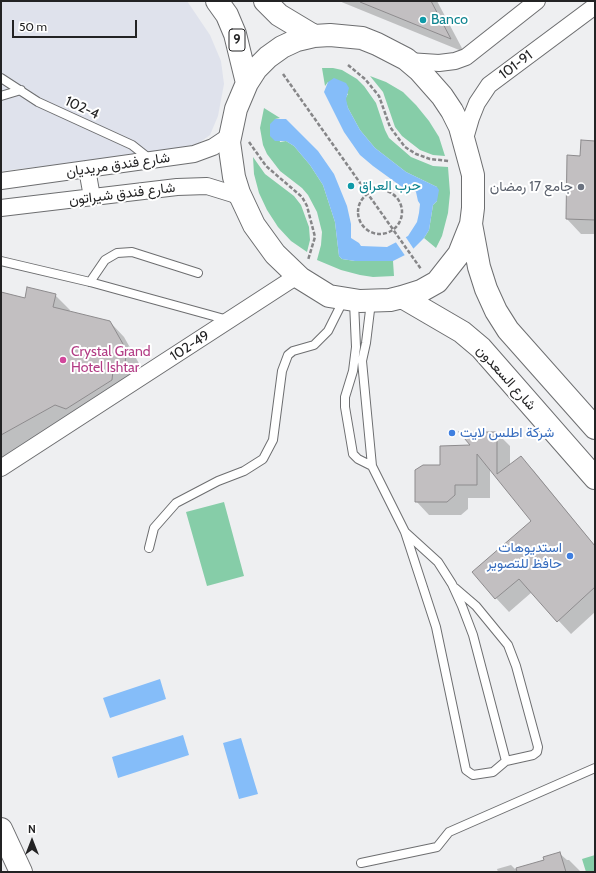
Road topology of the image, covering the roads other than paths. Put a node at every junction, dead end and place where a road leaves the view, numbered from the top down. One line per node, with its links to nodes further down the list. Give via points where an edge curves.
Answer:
1 (217, 1): 8 (main road, 9, via 227,15 235,34)
2 (265, 1): 5 (main road, via 279,15)
3 (537, 1): 6 (street, via 466,57 439,63)
4 (595, 6): 12 (street, 101-91, via 490,85 477,103)
5 (314, 36): 6 (main road, via 362,38 391,50); 8 (main road, via 282,47 256,69)
6 (408, 61): 12 (main road, via 431,82 460,127)
7 (1, 78): 9 (lane, 102-4)
8 (247, 83): 11 (main road, via 236,109)
9 (21, 90): 10 (lane); 13 (lane, 102-4, via 38,102 132,145)
10 (1, 96)
11 (240, 138): 13 (street, شارع فندق مريديان, via 201,152); 17 (main road, via 231,159)
12 (458, 152): 19 (main road, via 473,175)
13 (152, 161): 14 (street, شارع فندق مريديان)
14 (87, 169): 15 (street, شارع فندق مريديان); 16 (street)
15 (1, 180)
16 (92, 197): 17 (street, شارع فندق شيراتون, via 207,186); 18 (street, شارع فندق شيراتون)
17 (241, 198): 21 (main road, via 254,225 279,258)
18 (1, 208)
19 (471, 224): 24 (main road, via 459,254 437,282); 29 (main road, via 479,267 496,311 508,330)
20 (1, 261): 23 (lane)
21 (302, 268): 25 (main road, via 329,296); 26 (street, 102-49)
22 (198, 273): 23 (lane, via 132,252 118,253 105,260)
23 (90, 282): 26 (lane)
24 (402, 297): 25 (main road, via 390,300); 32 (main road, شارع السعدون, via 452,325 481,348)
25 (356, 300): 27 (lane); 28 (lane, via 366,343 362,355); 34 (lane, via 314,345 288,355 282,371 273,440 263,459 244,471 218,481 176,503 154,528)
26 (231, 320): 31 (street, 102-49)
27 (353, 371): 28 (lane); 30 (lane, via 345,402 352,451 355,457)
28 (362, 371): 30 (lane)
29 (595, 428)
30 (372, 466): 33 (lane)
31 (1, 468)
32 (595, 478)
33 (405, 532): 35 (lane, via 438,562); 36 (lane, via 436,627 466,770 473,775 493,772)
34 (148, 548)
35 (452, 584): 36 (lane, via 473,635); 36 (lane, via 476,606 508,645 516,666 538,747 533,755)
36 (506, 761)
37 (595, 768): 39 (lane, via 449,832 436,847)
38 (1, 829): 40 (main road)
39 (361, 864)
40 (21, 872)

____________________

Required action
Gather each line from the entries above that includes the word "فندق".

Response to this task
11 (240, 138): 13 (street, شارع فندق مريديان, via 201,152); 17 (main road, via 231,159)
13 (152, 161): 14 (street, شارع فندق مريديان)
14 (87, 169): 15 (street, شارع فندق مريديان); 16 (street)
16 (92, 197): 17 (street, شارع فندق شيراتون, via 207,186); 18 (street, شارع فندق شيراتون)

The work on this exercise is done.